**Data for analysis**
*-*-*
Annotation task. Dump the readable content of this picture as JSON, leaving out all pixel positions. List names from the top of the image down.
*-*-*
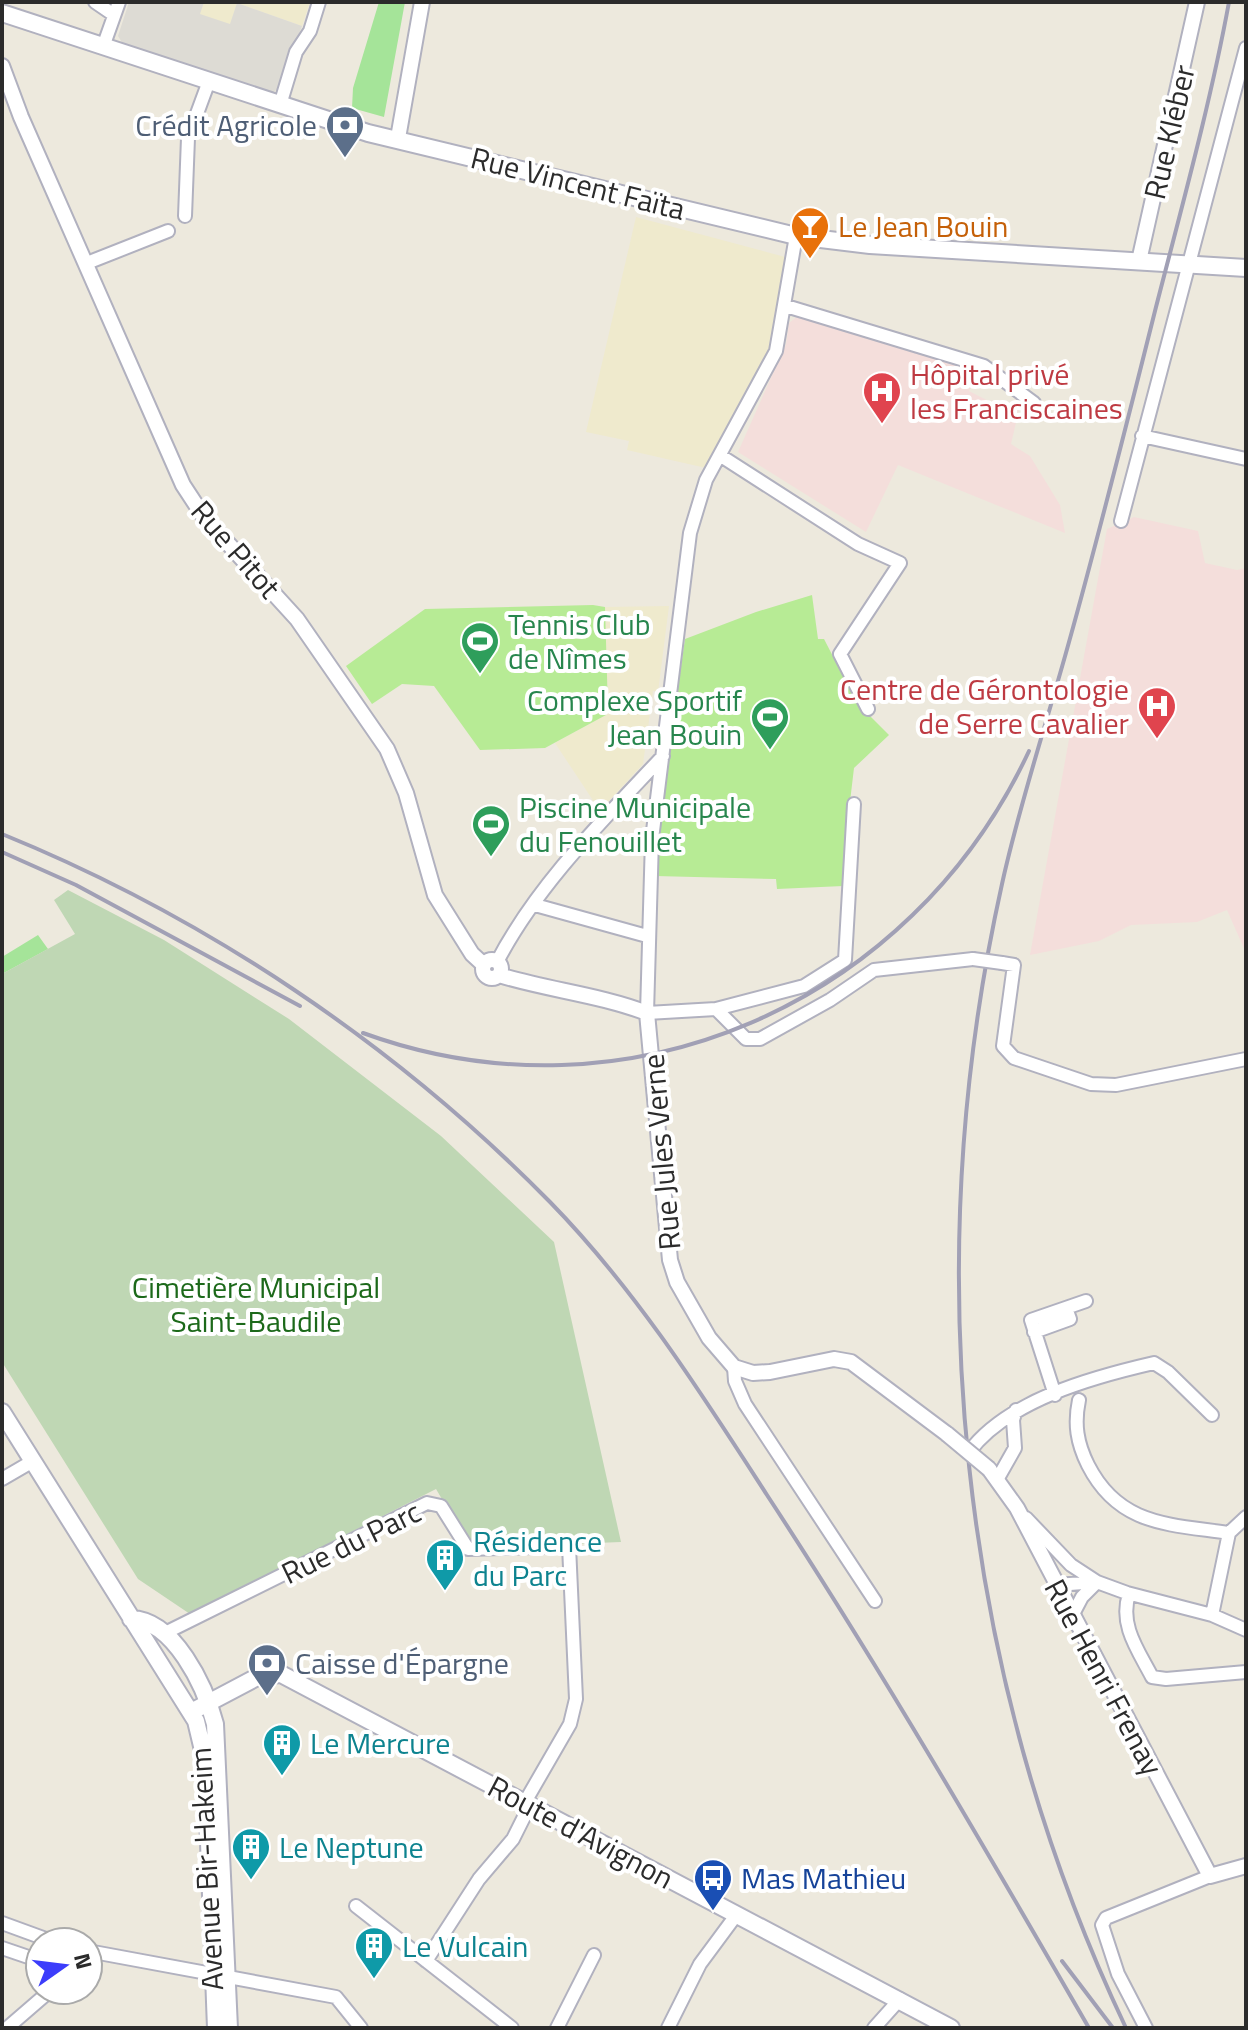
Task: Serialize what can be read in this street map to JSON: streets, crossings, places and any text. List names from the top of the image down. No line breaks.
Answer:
*-*-*
**Task directions**
Would you show all lines of the material above that contain the word "down"?

**Task answer**
Annotation task. Dump the readable content of this picture as JSON, leaving out all pixel positions. List names from the top of the image down.
Task: Serialize what can be read in this street map to JSON: streets, crossings, places and any text. List names from the top of the image down. No line breaks.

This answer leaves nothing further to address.